Keyword values in a header can be changed, and new keywords can be added using the update method of the header:

>>> header1.update("Author", "I Me Myself", "Name")
>>> header1['author']
'I Me Myself'
>>> del header1['author']
>>> header1['author']
...
KeyError: "Keyword 'author' not found."

The changes occur only in memory and so, in order to make the changes permanent, the FITS file must be written to disk.

To add new HISTORY, COMMENT and blank records use the appropriately named methods of the header object.

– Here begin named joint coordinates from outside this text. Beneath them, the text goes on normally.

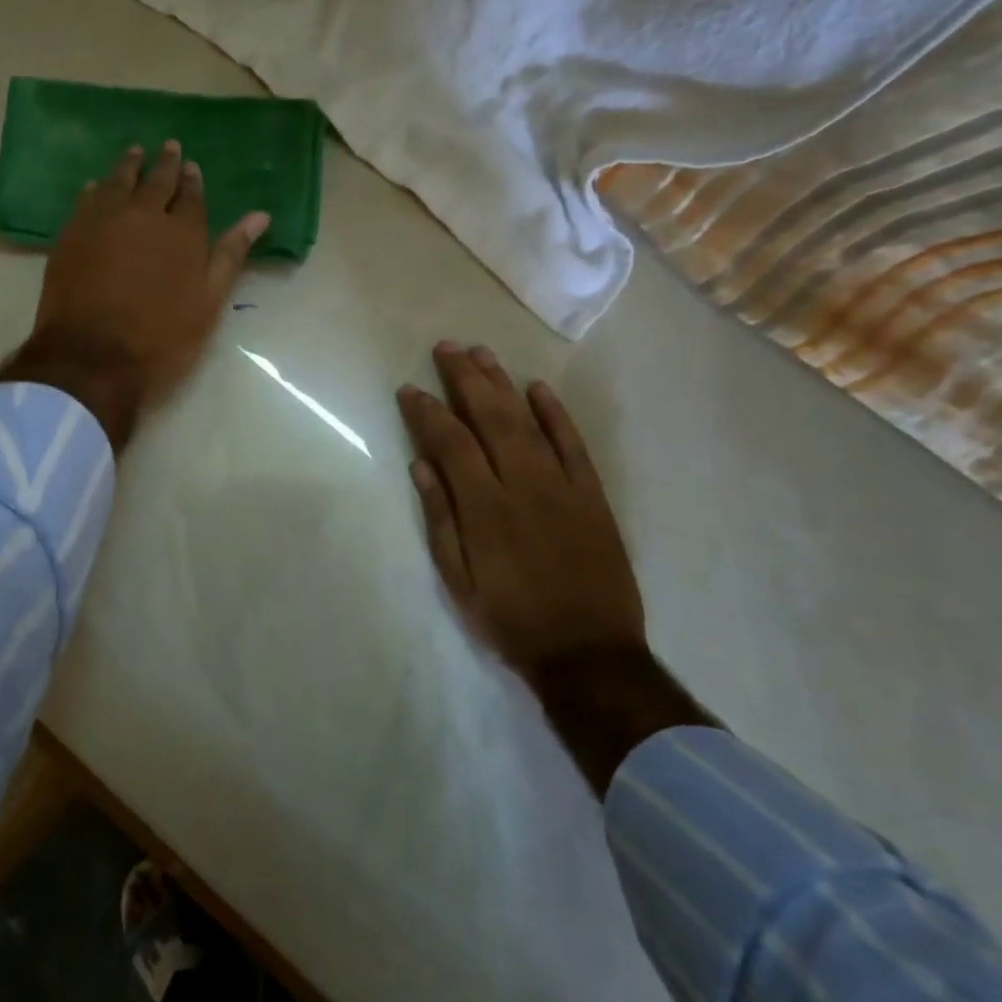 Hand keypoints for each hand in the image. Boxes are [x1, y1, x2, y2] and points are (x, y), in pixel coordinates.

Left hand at [0, 141, 267, 449]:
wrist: (91, 358)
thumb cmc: (160, 340)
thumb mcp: (208, 304)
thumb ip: (230, 256)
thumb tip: (260, 216)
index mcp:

Blank records will be placed at the end of the header, while COMMENT and HISTORY records will be placed immediately after the last occurrence of the keyword, unless an explicit position is given.

>>> header1.add_history("Changing history")
>>> header1.add_blank("A blank record. No keyword")
>>> header1.add_comment("A new comment line.")
>>> header1.add_comment("Some comment", before='histwide')
>>> header1.add_comment("Some more", after='skewness')
>>> header1.keys()
...
'MEDSHADO',
'COMMENT',
'HISTWIDE',
'SKEWNESS',
'MEANC10',
'MEANC25'  
...

The before and after argument can also be integers, in which case they will be used as list index numbers.

From the above output, we can see that only the first COMMENT record can be accessed using a dictionary key. To see that we have indeed added a second COMMENT record after the SKEWNESS record , we can print the header or use the get_comment method of the header object. The latter returns all the COMMENT records as a list of strings. The method get_history extracts all HISTORY records.

>>> print header1
...
MEDSHADO= 'median pixel value in shadow of pyramid edge' /
COMMENT Some comment                    
HISTWIDE= 'width of the histogram' /
SKEWNESS= 'skewness of the histogram' /
COMMENT Some more
MEANC10 = 'mean of a 10x10 region at center of chip' / 
... 
>>> header1.get_comment()
["  FITS (Flexible Image Transport System) format is defined in 'Astronomy",
"  and Astrophysics', volume 376, page 359; bibcode: 2001A&A...376..359H",
'A new comment line.',
'Some comment',
'Some more']

The following code can be used to find the position of a COMMENT card in a Card List. The ascardlist method is explained in the Card object and card lists section:

>>> for i, card in enumerate(header1.ascardlist()):
 ....:     if card.key == 'COMMENT':
 ....:         print i, card.key, card.value, card.comment
 ....:         
 ....:         
7 COMMENT   FITS (Flexible Image Transport System) format is defined in 'Astronomy 
8 COMMENT   and Astrophysics', volume 376, page 359; bibcode: 2001A&A...376..359H 
9 COMMENT A new comment line. 
60 COMMENT Some comment 
63 COMMENT Some more

To get all the blank records we can check to see if a card object in a card list has a blank key:

>>> for i, card in enumerate(header1.ascardlist()):
....:    if card.key == "":
....:        print i, card.value, card.comment  
....:
75  
79  
80       / WFPC-II DATA DESCRIPTOR KEYWORDS 
81  
86  
87       / SCIENCE INSTRUMENT CONFIGURATION 
88  
...
185  
192  
193       / EXPOSURE INFORMATION 
194  
199  
206  
207       / TARGET & PROPOSAL ID 
215    
>>> print data_header_cards[205:210]
EXPFLAG = 'NORMAL       '      / Exposure interruption indicator                

              / TARGET & PROPOSAL ID                                            
TARGNAME= 'NGC4151                       ' / proposer's target name             
RA_TARG =   1.826355000000E+02 / right ascension of the target (deg) (J2000)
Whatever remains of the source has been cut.